Reading about these experiments is disturbing enough, but it’s another thing altogether to see them convincingly dramatized. (The only previous attempt, it appears, was a 1976 TV movie, The Tenth Level, starring William Shatner as a fictionalized Milgram. A brief account of its making appears here.) The test subjects—superbly played by the likes of John Leguizamo, Taryn Manning, Anthony Edwards, and Anton Yelchin—exhibit a wide, complex range of behavior as they administer the shocks; most of them become highly distraught, asking to be allowed to end the experiment. Milgram rarely interacts with them directly (his assistants handle that), and Sarsgaard plays him as a man whose intense curiosity precludes any emotional involvement. He’s perfectly willing to shred people’s nerves in order to find out how atrocities like the Holocaust happened. If that detachment makes him seem a tad Mengelesque to some, oh well.

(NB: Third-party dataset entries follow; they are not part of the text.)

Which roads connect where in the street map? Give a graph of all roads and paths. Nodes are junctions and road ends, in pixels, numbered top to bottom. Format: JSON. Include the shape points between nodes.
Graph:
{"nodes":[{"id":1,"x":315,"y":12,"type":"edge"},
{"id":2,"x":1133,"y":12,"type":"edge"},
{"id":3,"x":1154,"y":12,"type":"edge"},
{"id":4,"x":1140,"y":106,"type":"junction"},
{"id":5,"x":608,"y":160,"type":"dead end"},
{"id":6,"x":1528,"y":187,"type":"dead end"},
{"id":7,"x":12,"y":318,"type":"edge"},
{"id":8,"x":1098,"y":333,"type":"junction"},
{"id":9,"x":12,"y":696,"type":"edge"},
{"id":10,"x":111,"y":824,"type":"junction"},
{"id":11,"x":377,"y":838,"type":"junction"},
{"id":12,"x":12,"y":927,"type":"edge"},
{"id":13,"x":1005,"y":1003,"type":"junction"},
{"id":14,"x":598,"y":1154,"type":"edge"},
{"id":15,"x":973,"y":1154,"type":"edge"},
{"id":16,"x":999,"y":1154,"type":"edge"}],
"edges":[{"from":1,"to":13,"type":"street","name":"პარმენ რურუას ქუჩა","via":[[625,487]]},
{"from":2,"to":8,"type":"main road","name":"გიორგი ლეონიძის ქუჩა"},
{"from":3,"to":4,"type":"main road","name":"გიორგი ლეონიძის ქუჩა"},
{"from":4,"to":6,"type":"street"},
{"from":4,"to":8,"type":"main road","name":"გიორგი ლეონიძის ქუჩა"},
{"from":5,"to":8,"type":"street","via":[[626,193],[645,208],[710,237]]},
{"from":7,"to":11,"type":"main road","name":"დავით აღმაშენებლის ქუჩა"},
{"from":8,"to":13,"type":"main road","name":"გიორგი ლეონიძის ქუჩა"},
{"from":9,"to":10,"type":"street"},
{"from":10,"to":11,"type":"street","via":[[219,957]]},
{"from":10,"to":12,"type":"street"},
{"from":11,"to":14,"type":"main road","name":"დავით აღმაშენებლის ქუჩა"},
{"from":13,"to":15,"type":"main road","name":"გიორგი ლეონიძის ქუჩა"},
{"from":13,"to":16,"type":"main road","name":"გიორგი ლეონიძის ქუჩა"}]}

It’s all handled so deftly, and raises so many probing questions, that the film’s shift into more standard biopic territory in its second half can’t help but be a letdown. Early on, even briefly glimpsed aspects of Milgram’s personal life, like his relationship with wife Sasha (Winona Ryder), feel like extensions of his scientific method. And Almereyda—a hardcore formalist who once shot an entire feature on a PixelVision camera—reinforces that sense of artificiality throughout, having Milgram directly address the camera and staging several scenes in front of blatantly projected backdrops. But this surfeit of style, while invigorating, can’t disguise the fundamentally expository nature of the home-stretch material, which addresses various unrelated experiments (including one that would eventually inspire Six Degrees Of Kevin Bacon) and rehashes decades’ worth of arguments about whether the obedience experiments went too far. That’s something that viewers should judge for themselves, without being asked to take into account, for example, how Milgram’s early notoriety may have affected his subsequent employment prospects. The magnificence of the first half-hour or so, in particular, provides all the riveting context anyone needs.